Let’s begin with the poo – something hippos are pretty good at producing in large volumes. Kruger is in the grip of a severe drought. Rivers are drying, pools are emptying and grass is in short supply for herbivores.

Hippos –­ all 7 500 of them in the park ­– need water or they get sunburned. So they head for whatever pools are available to them, crowd up, munch and defecate. The result poisons the water for everything else. So ‘harvesting a sustainable resource’, ie killing, has begun.


According to William Mabasa, the park’s communications officer, ‘allowing natural attrition to take its course is probably ecologically the best.
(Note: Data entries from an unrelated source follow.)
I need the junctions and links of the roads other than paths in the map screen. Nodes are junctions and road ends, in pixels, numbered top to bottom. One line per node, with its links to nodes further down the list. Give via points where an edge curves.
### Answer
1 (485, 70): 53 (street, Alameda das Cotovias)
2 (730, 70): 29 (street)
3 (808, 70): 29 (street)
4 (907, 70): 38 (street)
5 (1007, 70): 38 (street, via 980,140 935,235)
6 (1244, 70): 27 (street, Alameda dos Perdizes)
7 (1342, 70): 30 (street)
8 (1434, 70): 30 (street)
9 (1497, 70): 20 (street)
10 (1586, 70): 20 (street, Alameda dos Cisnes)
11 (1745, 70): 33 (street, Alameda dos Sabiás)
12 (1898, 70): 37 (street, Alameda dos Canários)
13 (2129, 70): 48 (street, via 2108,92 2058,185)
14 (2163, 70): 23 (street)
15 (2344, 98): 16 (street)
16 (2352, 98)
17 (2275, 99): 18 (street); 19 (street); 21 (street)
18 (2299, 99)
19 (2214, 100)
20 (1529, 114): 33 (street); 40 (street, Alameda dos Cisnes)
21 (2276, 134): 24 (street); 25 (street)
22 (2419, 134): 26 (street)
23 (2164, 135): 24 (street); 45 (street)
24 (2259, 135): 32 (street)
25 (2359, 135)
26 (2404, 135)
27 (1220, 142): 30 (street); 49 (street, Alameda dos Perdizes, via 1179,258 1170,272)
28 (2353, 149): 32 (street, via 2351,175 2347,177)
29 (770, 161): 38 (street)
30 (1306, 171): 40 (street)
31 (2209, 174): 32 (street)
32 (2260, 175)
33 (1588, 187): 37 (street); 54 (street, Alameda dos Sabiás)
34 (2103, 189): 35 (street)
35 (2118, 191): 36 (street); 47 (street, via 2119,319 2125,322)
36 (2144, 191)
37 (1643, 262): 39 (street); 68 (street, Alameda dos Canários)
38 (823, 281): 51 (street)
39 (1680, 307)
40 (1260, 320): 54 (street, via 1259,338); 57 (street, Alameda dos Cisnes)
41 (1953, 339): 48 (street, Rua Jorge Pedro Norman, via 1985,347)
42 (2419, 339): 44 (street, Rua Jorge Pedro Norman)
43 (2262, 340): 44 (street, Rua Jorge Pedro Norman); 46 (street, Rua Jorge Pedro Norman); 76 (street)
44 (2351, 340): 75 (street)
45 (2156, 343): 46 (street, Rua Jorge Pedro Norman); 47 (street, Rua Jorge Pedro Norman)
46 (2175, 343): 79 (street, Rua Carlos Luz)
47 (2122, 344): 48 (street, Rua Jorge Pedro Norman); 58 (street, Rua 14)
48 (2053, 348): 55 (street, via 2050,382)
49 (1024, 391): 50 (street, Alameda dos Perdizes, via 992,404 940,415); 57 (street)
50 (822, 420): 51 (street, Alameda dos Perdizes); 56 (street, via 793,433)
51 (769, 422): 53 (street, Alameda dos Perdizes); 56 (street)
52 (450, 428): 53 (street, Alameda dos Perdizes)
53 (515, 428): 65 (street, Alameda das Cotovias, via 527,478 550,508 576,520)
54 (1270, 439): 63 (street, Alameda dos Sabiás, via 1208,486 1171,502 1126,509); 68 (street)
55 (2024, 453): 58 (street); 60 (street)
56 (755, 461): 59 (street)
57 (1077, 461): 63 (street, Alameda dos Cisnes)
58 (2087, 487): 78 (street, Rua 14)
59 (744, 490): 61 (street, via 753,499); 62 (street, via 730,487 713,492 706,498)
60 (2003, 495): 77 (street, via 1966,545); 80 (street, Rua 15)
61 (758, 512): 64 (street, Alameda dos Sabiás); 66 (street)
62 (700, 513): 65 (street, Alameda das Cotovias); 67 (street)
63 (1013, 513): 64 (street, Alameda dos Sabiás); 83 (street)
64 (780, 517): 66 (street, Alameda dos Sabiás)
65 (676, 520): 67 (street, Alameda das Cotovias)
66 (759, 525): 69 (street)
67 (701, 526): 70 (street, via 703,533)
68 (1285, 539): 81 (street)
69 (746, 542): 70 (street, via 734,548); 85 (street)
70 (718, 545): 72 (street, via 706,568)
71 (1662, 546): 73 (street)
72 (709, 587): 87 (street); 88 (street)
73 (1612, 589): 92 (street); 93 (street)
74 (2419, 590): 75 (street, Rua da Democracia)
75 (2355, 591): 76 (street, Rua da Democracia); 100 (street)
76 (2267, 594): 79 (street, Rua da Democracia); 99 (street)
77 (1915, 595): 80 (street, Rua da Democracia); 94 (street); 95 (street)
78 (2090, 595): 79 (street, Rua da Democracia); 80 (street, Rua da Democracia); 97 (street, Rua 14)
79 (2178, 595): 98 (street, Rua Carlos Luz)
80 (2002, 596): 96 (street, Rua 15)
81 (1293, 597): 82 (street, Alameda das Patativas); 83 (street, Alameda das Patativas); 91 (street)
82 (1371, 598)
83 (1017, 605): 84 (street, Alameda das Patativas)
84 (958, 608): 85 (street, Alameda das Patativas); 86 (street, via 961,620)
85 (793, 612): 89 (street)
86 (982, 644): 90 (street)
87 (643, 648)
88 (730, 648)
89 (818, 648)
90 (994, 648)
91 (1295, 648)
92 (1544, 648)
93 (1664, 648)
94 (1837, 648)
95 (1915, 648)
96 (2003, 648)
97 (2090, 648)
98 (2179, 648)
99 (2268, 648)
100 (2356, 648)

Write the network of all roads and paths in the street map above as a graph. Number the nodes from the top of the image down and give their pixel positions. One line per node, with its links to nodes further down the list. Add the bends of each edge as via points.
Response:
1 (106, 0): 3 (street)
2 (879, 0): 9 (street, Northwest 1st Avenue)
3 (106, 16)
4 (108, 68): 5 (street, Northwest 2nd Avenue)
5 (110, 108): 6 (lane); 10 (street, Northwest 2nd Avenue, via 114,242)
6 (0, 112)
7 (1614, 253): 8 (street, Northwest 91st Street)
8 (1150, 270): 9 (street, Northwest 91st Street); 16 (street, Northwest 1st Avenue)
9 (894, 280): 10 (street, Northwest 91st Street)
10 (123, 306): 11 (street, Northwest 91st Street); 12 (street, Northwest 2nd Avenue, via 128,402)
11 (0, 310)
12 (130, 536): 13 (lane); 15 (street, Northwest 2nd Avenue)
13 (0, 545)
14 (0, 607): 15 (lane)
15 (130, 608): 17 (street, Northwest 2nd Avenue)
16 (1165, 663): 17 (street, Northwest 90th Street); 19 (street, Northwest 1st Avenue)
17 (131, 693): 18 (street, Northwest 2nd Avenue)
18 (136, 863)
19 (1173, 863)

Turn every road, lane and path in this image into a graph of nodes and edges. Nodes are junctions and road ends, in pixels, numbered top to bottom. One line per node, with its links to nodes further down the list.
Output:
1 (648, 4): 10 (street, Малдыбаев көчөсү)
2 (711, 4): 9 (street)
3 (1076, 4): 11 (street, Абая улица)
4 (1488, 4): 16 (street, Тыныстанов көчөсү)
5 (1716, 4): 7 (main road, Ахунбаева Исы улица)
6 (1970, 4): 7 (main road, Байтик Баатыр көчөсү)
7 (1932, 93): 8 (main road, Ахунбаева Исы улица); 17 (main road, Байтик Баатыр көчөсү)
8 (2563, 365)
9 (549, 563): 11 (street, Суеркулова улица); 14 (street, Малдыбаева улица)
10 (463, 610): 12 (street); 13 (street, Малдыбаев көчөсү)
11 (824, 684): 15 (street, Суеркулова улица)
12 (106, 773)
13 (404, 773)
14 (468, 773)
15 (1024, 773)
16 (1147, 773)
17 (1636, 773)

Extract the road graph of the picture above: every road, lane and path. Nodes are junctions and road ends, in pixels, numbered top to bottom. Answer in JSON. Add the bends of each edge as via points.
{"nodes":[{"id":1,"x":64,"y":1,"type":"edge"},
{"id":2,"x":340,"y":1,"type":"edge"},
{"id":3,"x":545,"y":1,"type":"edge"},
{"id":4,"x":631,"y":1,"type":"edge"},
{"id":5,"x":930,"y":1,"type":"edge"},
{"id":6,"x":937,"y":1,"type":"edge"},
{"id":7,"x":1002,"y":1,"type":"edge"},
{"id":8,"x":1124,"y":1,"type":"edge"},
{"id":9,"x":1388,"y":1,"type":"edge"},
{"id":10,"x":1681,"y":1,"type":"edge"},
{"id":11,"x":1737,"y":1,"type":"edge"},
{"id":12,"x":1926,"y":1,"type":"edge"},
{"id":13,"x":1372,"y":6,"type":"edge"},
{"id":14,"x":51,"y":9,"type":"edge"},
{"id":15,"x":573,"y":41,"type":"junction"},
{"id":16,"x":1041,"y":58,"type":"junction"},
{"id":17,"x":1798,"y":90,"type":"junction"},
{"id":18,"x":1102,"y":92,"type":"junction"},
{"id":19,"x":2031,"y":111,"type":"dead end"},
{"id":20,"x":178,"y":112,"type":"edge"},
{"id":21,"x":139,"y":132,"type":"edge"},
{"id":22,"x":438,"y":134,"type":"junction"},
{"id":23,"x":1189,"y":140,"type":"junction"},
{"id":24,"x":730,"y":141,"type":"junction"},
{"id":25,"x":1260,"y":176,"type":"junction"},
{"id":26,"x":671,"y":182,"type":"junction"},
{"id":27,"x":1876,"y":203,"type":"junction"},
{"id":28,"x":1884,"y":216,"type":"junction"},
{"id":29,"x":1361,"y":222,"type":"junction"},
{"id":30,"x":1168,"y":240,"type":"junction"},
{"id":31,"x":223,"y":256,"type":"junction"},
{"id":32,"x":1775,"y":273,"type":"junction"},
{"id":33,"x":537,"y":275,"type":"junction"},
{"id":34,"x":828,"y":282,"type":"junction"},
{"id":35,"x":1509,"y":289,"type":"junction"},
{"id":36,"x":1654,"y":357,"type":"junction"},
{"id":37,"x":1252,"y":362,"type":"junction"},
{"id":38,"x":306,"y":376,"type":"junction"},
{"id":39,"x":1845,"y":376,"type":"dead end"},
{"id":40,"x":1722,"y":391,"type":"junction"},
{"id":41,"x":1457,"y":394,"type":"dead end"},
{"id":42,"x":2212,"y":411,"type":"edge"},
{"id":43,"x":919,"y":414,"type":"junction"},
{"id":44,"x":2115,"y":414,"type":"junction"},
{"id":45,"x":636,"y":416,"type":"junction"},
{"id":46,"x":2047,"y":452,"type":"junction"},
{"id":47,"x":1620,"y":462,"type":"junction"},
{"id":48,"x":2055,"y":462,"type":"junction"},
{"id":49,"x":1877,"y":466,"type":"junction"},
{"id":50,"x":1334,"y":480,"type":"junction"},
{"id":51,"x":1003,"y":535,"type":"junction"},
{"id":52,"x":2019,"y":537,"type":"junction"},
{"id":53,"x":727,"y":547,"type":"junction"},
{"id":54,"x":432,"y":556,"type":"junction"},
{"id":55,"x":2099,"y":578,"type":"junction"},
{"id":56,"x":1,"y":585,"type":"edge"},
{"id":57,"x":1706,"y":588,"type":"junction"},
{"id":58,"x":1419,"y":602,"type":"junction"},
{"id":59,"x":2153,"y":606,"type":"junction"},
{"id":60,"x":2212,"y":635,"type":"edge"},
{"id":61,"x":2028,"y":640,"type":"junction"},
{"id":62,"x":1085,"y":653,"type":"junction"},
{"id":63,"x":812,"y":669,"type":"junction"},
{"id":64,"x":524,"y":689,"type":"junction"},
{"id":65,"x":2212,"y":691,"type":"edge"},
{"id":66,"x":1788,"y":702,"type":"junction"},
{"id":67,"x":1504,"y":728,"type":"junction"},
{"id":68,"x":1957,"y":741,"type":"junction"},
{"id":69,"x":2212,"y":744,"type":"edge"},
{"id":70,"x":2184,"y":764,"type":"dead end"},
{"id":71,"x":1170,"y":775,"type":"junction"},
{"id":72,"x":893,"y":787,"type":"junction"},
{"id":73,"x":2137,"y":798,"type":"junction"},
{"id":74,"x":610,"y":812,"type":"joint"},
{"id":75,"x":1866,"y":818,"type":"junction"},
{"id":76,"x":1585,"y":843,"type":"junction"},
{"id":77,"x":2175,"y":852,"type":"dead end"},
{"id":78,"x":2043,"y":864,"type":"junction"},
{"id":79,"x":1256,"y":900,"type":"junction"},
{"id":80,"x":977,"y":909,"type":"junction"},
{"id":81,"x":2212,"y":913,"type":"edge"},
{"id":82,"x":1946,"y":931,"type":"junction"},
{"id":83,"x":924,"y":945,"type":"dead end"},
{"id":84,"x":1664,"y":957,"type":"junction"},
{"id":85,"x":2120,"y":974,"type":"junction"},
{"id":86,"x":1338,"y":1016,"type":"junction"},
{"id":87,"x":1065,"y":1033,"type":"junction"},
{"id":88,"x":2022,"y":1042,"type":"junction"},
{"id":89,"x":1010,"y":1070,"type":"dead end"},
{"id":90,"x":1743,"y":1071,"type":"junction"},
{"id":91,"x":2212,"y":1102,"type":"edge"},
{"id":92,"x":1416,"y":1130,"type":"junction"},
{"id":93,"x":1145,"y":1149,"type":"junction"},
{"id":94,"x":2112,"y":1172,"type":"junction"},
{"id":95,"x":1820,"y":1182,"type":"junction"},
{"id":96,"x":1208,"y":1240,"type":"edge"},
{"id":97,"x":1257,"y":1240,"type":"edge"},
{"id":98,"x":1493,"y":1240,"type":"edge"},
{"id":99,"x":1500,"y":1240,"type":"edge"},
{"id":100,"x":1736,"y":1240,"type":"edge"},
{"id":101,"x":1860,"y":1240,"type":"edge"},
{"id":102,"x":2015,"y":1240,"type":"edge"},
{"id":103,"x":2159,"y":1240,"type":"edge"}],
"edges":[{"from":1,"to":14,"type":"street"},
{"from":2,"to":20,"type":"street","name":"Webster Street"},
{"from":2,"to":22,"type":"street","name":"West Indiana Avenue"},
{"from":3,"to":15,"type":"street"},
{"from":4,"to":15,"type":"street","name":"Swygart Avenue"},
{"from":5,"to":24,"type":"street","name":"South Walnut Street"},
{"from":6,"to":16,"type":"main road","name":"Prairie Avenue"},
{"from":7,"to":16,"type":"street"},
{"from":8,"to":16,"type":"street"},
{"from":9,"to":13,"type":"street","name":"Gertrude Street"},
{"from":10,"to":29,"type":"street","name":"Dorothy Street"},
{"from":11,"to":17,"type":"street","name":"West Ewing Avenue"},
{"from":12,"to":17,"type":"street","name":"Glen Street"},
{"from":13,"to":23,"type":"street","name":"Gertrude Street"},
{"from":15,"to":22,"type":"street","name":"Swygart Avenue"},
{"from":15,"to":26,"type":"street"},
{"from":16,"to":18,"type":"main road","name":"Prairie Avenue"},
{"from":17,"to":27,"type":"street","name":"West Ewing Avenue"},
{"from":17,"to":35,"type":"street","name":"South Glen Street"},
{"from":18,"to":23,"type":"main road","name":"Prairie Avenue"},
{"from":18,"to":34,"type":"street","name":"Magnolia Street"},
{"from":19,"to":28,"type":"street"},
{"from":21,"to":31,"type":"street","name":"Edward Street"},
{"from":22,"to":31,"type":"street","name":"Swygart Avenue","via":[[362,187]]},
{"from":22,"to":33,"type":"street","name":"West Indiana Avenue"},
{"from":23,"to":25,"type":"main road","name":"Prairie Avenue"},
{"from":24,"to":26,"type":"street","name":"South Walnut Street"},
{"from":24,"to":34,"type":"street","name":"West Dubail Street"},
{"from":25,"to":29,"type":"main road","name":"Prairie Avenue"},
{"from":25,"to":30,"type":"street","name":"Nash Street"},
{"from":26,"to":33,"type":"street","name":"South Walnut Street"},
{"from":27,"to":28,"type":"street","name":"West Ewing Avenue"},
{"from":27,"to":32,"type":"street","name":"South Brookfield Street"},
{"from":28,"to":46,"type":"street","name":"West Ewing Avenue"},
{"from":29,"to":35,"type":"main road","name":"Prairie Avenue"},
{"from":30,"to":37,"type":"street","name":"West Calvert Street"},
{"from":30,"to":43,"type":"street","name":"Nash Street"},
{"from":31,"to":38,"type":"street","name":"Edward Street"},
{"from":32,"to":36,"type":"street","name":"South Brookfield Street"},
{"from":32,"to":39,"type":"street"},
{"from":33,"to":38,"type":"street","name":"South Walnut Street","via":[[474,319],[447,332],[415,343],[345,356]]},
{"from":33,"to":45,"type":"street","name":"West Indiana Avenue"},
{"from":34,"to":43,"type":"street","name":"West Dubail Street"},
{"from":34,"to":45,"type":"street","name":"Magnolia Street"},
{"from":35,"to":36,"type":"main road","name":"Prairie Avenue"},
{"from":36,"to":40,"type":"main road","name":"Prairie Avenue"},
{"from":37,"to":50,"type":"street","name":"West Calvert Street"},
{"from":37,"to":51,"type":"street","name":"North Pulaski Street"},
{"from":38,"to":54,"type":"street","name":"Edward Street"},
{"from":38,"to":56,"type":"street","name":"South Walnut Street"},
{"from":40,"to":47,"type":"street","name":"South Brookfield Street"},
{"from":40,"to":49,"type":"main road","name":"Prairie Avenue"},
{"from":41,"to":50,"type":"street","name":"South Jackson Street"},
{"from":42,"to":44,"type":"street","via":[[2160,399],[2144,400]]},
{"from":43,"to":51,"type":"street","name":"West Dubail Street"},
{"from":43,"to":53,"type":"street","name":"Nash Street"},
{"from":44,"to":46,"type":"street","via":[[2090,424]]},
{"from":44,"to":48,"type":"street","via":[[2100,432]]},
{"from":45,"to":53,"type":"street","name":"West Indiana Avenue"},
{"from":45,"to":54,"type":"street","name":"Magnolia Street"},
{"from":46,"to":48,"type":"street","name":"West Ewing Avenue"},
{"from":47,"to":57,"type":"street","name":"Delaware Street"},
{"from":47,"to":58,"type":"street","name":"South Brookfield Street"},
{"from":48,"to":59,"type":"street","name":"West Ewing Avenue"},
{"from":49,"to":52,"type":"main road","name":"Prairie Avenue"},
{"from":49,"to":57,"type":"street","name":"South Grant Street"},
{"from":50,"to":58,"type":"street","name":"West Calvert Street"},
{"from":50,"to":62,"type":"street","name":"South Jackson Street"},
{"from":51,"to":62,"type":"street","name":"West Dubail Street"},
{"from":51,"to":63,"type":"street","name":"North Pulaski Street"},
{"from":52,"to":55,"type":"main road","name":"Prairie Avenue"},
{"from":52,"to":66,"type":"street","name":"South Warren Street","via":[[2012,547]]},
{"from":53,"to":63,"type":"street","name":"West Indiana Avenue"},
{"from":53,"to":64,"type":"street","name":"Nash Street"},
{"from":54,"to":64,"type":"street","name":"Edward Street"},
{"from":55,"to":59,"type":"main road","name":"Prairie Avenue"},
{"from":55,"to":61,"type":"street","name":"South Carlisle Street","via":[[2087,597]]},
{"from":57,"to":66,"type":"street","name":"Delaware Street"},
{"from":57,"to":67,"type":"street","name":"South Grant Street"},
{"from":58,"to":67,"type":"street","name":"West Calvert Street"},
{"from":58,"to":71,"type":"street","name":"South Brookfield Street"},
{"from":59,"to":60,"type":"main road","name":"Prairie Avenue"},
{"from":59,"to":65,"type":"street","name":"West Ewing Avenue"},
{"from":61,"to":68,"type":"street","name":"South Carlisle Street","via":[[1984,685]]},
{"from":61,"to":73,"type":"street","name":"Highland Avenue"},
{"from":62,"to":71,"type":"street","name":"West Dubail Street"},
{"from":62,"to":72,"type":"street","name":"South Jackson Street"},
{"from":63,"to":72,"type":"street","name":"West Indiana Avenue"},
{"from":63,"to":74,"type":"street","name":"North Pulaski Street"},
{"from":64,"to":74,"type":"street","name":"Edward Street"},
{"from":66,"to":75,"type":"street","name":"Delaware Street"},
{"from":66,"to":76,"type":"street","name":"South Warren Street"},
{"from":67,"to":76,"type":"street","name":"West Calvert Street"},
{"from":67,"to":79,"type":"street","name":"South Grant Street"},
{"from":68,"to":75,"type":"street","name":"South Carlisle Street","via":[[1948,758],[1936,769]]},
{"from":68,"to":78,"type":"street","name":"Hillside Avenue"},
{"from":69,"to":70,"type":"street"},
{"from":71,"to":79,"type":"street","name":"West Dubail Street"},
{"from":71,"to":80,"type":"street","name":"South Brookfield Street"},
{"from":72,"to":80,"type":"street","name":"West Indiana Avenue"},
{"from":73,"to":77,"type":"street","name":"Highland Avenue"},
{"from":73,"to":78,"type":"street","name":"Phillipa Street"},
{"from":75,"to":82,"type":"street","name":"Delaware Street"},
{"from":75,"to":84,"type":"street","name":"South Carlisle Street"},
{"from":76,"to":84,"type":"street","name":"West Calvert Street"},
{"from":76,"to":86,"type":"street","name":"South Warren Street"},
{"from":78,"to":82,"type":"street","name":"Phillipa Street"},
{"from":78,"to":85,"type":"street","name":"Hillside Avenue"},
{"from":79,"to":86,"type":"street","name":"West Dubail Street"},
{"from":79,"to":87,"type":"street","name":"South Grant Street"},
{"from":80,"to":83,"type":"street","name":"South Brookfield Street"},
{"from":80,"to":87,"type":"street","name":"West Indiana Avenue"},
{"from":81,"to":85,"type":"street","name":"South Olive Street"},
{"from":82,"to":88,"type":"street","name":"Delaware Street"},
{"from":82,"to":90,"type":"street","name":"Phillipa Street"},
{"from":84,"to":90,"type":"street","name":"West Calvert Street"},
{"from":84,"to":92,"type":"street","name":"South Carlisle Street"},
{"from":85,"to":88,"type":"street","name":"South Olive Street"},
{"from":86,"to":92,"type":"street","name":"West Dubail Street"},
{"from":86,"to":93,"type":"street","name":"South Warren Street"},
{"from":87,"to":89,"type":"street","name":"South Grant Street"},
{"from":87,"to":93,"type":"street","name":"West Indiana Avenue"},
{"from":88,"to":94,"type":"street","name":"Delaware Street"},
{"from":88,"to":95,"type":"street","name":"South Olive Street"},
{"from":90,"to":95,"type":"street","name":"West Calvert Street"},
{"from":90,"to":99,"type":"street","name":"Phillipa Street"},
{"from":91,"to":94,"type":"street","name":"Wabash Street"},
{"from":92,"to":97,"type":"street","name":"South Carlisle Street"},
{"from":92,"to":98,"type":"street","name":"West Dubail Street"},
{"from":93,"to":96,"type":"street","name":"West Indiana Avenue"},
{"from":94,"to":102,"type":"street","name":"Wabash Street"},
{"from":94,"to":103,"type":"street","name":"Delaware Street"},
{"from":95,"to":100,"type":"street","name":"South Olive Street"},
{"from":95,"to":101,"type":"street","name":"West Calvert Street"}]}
But it ignores moral issues such as allowing animals to die and rot in the face of the huge need in neighbouring areas.’ Best, then, to pot them before they expire and haul them off to the abattoir.

Buffalo harvesting isn’t about poo. According to Mabasa, ‘we have committed ourselves to contribute to feeding schemes of school children in neighbouring areas, hence the sustainable use of buffalo. There are 47 000 of them at a time when the biomass in the park is at it’s highest ever.’ The harvest, he says, would be no more than 4% – that’s around 1880.

In view of the large populations of these herbivores as well as the mortalities the park has already observed and anticipated, ‘these numbers are ecologically not significant.’

The park has an interesting justification for this harvesting which goes beyond hungry neighbours and bulging biomass. Before Europeans arrived and declared a park, there were, says Mabusa, around 15 000 hunter-gatherers using it as their shopping mall.

‘We greatly underestimated their role in shaping this ecosystem. [By removing them] we removed this driver from the Kruger ecosystem and we are researching ways to simulate their role again [in keeping down numbers] .


‘It would not be possible or suitable to reintroduce humans, but rather to simulate their influence in certain areas.’

So culling, which has had extremely bad press in the past, is not what they’re doing, he says. They are, instead, ‘focusing on alleviating pressure on sensitive areas’ in line with pre-modern precedents. Other herbivores may be considered in future.

Exactly how many animals have been ‘cropped’ so far? Apart from the comment that it is ‘generally between 1% and 4%,’ Mabasa did not give figures. The numbers, he said, are not cast in concrete as it’s ‘not possible to determine how the situation will unfold as the drought further develops.’

A report in Africa Geographic in June said that 59 hippos had been culled, another 100 hippos and 300 buffalo were in the firing line. Since then no news has emerged about cull numbers or how and to whom meat is being distributed in surrounding communities.

It’s also not clear whether the core of the problem is poo, poverty or the absence of pre-modern humans at a time when the rain just won’t fall. Whatever the driver, Skukuza’s abatoir, once infamous for the large number of elephants that passed across its chopping tables, is once again open for business.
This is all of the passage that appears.